Centri Servizi Famiglie, al via l’avviso per nuovi hub di innovazione sociale

Sono pari a 2.233.600 euro le risorse stanziate dalla Regione Puglia per rafforzare e innovare i servizi dedicati alle famiglie su tutto il territorio regionale mediante l’avviso pubblico per la manifestazione di interesse “Centro Servizi Famiglie – hub di innovazione sociale”, promosso dall’assessorato al Welfare nell’ambito del Fondo per le Politiche della Famiglia 2025.

L’avviso è rivolto agli Ambiti Territoriali Sociali e ai Consorzi, chiamati a presentare proposte progettuali in grado di potenziare le funzioni dei Centri per la famiglia, sia attraverso il consolidamento dei servizi di base sia mediante l’introduzione di interventi innovativi, costruendo una rete territoriale ancora più solida, capace di promuovere il benessere familiare e rafforzare le competenze genitoriali, con particolare attenzione ai nuclei con minori.

Tra le azioni finanziabili, accanto ai servizi già attivi, assumono un ruolo centrale i nuovi interventi: dalla consulenza e servizi in merito all’alfabetizzazione mediatica e digitale dei minori, con particolare attenzione alla loro tutela rispetto all’esposizione a contenuti pornografici e violenti, alla alfabetizzazione delle famiglie sulla prevenzione e sugli effetti dell’assunzione di sostanze psicotrope, fino alla promozione dell’invecchiamento attivo. In quest’ultimo ambito, si punta a valorizzare il contributo degli anziani, coinvolgendoli in attività di accompagnamento e supporto alle famiglie, favorendo così lo scambio intergenerazionale e l’inclusione sociale.

"Con questo intervento rafforziamo una visione di welfare che mette al centro le persone e le relazioni" dichiara l’assessore al Welfare e allo Sport della Regione Puglia, Cristian Casili. "I Centri per la famiglia non sono solo luoghi di erogazione di servizi, ma diventano veri e propri presìdi di innovazione sociale, capaci di accompagnare le trasformazioni della società e sostenere le famiglie nelle sfide quotidiane". "Viviamo una fase storica complessa, attraversata da profondi cambiamenti culturali, tecnologici e demografici" prosegue l'assessore. "Le famiglie si trovano ad affrontare nuove fragilità, ma anche nuove opportunità.
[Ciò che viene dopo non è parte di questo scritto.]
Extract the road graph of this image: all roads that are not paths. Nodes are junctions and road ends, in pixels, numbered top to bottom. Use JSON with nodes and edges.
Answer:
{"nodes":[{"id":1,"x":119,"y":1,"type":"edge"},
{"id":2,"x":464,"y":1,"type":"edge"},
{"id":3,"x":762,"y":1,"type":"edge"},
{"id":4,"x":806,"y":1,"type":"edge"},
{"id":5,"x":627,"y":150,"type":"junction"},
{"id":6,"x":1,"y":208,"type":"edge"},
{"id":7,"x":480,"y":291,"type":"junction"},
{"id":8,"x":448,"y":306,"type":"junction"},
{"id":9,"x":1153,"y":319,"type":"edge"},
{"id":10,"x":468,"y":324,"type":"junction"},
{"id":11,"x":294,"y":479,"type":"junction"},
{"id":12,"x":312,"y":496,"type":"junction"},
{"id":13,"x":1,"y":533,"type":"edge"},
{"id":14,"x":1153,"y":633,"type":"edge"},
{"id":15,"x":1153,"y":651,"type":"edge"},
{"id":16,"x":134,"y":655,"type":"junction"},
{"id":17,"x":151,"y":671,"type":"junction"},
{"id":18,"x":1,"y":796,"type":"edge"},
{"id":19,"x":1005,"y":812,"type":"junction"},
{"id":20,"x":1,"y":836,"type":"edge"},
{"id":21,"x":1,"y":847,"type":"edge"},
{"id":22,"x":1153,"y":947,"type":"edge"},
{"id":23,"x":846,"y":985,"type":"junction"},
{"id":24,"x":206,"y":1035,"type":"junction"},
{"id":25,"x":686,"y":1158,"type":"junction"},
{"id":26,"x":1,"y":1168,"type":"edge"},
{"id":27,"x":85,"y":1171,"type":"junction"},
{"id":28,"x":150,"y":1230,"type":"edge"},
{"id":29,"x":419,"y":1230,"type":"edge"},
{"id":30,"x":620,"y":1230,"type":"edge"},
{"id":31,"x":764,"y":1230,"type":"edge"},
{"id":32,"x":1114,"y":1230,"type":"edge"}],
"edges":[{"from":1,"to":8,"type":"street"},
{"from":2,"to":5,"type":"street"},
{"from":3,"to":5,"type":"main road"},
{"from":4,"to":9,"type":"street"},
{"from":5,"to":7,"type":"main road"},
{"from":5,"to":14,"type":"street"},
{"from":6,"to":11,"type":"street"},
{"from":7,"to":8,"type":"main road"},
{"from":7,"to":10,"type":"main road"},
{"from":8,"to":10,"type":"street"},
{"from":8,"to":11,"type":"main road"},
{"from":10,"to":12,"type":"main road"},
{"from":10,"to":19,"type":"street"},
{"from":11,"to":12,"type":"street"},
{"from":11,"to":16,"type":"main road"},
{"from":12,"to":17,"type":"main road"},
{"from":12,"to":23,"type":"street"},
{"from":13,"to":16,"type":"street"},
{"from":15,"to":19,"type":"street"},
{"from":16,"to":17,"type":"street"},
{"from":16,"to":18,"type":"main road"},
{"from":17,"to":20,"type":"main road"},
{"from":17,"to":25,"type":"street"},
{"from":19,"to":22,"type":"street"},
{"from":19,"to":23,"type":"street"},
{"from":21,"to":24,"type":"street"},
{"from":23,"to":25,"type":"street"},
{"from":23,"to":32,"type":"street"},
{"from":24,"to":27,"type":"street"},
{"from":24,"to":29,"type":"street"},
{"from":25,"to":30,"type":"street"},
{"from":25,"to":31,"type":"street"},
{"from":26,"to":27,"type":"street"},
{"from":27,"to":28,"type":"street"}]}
Per questo abbiamo scelto di investire in servizi che sappiano leggere questi cambiamenti e offrire risposte adeguate, a partire dall’educazione digitale e dalla prevenzione delle dipendenze". "Con questa misura vogliamo rafforzare il tessuto sociale pugliese, sostenere i legami, prevenire le fragilità e promuovere benessere diffuso. È una scelta politica chiara, che guarda alle persone, ai territori e alle nuove generazioni" conclude Casili.

Le risorse saranno distribuite su tutto il territorio regionale secondo criteri che tengono conto sia della popolazione residente sia di quella minorile, garantendo equità e attenzione ai contesti con maggiore domanda sociale. I progetti avranno una durata massima di 12 mesi e dovranno assicurare qualità degli interventi e coerenza con gli obiettivi strategici regionali.

Le manifestazioni di interesse dovranno essere presentate esclusivamente tramite posta elettronica certificata a partire dal 7 aprile e fino al 7 maggio 2026. Ogni Ambito Territoriale o Consorzio potrà presentare una sola proposta progettuale, contribuendo così alla costruzione di un sistema integrato e innovativo di servizi per le famiglie pugliesi.